Agricultural Research Service

Research Project: THE TOXICITY OF PYRROLIZIDINE ALKALOID-CONTAINING PLANTS AND OTHER HEPATOTOXIC AND NEUROTOXIC PLANTS

Location: Poisonous Plant Research

Title: Relative feeding and development of armyworm, Mythimna (Pseudaletia) unipuncta (Haworth), on switchgrass and corn, and its potential effects on switchgrass grown for biomass

Authors
item Prasifka, Jarrad -
item Bradshaw, J. -
item Lee, Stephen
item Gray, M. -

Submitted to: Journal of Economic Entomology
Publication Type: Peer Reviewed Journal
Publication Acceptance Date: July 1, 2011
Publication Date: October 1, 2011
Citation: Prasifka, J.R., Bradshaw, J.D., Lee, S.T., Gray, M.E. 2011. Relative feeding and development of armyworm, Mythimna (Pseudaletia) unipuncta (Haworth), on switchgrass and corn, and its potential effects on switchgrass grown for biomass. Journal of Economic Entomology. 104(5): 1561-7.

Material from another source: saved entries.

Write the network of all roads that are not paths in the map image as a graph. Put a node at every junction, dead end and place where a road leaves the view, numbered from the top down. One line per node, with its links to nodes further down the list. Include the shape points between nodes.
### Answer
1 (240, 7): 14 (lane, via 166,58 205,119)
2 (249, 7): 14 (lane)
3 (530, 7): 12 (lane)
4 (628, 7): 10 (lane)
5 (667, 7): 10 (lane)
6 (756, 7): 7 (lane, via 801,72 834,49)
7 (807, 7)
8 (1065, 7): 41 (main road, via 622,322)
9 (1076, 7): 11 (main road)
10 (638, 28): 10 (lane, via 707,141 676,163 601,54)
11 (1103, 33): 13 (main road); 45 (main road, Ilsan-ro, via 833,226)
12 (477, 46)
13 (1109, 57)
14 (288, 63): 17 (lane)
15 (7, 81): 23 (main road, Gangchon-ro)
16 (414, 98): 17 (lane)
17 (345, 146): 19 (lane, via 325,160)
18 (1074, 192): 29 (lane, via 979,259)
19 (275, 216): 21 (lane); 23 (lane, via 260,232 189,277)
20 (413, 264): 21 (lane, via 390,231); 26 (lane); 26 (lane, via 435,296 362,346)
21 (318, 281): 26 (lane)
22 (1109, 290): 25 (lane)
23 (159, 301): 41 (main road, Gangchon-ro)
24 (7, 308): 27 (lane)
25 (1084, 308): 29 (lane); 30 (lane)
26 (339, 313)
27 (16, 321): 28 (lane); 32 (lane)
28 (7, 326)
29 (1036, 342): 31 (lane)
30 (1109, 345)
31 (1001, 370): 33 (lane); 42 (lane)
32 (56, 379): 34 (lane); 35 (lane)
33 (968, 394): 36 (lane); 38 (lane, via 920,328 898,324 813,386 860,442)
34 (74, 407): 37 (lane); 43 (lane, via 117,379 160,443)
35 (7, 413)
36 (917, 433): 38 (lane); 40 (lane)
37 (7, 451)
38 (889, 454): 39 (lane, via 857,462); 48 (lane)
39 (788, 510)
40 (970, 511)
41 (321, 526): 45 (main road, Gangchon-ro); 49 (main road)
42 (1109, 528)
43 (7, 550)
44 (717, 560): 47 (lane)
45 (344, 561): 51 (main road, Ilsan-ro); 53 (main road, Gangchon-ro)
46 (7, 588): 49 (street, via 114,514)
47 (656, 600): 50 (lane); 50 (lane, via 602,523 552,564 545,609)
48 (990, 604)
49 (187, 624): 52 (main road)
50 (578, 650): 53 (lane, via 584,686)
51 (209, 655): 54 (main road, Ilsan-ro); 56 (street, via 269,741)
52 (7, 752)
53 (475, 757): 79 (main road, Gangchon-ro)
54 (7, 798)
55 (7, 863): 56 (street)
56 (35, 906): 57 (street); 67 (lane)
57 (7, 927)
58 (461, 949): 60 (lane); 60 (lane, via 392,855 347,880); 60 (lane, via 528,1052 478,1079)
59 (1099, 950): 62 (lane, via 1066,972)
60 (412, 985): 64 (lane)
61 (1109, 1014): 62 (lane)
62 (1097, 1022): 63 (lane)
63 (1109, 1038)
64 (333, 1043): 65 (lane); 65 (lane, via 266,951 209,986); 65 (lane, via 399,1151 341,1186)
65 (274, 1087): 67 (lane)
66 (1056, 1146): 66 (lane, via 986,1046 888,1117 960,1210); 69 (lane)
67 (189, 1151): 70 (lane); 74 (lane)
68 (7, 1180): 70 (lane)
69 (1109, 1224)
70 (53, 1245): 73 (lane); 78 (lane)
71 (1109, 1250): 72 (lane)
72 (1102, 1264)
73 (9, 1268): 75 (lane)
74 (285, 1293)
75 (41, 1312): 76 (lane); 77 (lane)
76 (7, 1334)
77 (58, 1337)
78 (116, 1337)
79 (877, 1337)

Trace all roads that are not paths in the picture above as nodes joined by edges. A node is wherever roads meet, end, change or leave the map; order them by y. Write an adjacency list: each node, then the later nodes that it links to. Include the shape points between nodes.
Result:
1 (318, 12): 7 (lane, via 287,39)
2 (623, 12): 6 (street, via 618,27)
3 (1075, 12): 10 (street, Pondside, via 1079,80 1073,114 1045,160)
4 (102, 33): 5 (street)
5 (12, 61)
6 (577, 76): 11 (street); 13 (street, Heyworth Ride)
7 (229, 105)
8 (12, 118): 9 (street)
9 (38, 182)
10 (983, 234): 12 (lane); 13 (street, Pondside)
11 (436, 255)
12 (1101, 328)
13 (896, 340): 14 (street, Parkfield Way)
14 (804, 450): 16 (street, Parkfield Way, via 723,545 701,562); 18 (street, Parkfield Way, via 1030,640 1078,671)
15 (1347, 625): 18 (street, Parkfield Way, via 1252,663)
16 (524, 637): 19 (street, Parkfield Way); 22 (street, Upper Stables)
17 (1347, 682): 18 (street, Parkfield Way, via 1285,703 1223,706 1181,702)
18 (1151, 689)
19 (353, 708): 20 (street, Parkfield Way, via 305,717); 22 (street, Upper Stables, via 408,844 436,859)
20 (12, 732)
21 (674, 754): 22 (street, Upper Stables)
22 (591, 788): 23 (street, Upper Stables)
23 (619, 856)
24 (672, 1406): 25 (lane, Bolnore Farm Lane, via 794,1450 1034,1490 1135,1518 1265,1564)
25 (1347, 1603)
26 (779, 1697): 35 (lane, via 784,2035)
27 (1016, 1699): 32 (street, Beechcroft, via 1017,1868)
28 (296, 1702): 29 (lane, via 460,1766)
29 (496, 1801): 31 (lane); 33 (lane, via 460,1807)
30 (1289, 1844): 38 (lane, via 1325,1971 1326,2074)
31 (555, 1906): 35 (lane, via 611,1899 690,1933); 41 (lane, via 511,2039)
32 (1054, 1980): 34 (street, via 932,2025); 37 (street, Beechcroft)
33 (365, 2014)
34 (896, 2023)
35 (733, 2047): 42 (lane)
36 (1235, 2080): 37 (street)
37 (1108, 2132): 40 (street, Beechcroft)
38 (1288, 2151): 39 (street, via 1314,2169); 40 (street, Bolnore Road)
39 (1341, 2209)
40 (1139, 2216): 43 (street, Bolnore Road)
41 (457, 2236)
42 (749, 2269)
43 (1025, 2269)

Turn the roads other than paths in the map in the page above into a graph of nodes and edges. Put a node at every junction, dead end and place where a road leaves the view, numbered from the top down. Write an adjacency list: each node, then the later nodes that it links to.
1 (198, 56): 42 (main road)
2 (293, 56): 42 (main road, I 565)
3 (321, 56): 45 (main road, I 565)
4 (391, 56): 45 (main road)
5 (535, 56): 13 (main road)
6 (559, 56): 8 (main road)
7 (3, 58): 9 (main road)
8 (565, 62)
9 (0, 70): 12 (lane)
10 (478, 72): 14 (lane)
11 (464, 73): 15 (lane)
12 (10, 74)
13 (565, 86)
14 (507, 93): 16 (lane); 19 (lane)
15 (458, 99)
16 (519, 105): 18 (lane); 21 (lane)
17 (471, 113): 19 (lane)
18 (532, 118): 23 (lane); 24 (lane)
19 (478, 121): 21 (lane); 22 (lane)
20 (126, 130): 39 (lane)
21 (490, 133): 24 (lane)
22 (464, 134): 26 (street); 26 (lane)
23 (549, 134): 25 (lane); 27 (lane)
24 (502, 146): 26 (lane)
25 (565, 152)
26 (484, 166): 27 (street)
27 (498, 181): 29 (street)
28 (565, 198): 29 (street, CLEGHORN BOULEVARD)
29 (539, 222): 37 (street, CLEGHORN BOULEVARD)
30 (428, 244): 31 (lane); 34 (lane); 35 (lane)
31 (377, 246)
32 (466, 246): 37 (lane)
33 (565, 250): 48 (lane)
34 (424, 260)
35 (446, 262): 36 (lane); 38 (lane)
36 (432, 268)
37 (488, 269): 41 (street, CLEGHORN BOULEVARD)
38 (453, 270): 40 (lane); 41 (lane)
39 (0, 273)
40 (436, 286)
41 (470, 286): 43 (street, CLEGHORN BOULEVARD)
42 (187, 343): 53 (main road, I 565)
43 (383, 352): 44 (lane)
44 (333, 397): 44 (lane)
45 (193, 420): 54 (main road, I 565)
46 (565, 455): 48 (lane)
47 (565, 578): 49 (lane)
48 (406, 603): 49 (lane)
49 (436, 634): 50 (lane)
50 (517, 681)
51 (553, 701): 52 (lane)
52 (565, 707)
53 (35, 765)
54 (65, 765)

Interpretive Summary: To help assess the potential for ‘true’ armyworms to damage switchgrass and surrounding crops, survival and development were evaluated for larvae reared on leaves of switchgrass, corn, and miscanthus. Additional tests examined whether leaf position was related to the concentration of saponins (plant compounds which can provide protection from insect herbivores) and examined the effect of leaf removal (simulated insect feeding) on switchgrass dry mass. Armyworm survival to adulthood was similar when larvae were reared on field-grown leaves of switchgrass and corn. However, larvae were lighter (at 10 days) and developed more slowly (to pupation, adult emergence), suggesting switchgrass is an poor host relative to corn. When armyworms were fed field-grown miscanthus, no larvae survived to 10 days. Few differences were noted between larvae fed switchgrass or corn grown under controlled (laboratory) conditions, but survival seemed to decline rapidly when larvae were fed from the fourth and fifth leaves of switchgrass. Switchgrass leaf samples collected from different leaf positions and stages of tiller maturity showed up to 10-fold differences in the concentration of the saponin protodioscin, with the greatest concentrations in the fourth and fifth leaves. However, other saponins showed an opposite pattern, indicating the role of protodioscin on insect development should be tested in isolation (for example, by adding the purified compound to an artificial diet). Defoliation trials indicated that only extremely high armyworm populations are likely to cause any significant reduction in switchgrass biomass. Results suggest ‘true’ armyworm may not present a significant risk to biomass production in switchgrass, but that the spring emergence of switchgrass provides an alternate host for larvae before they colonize annual food and feed crops.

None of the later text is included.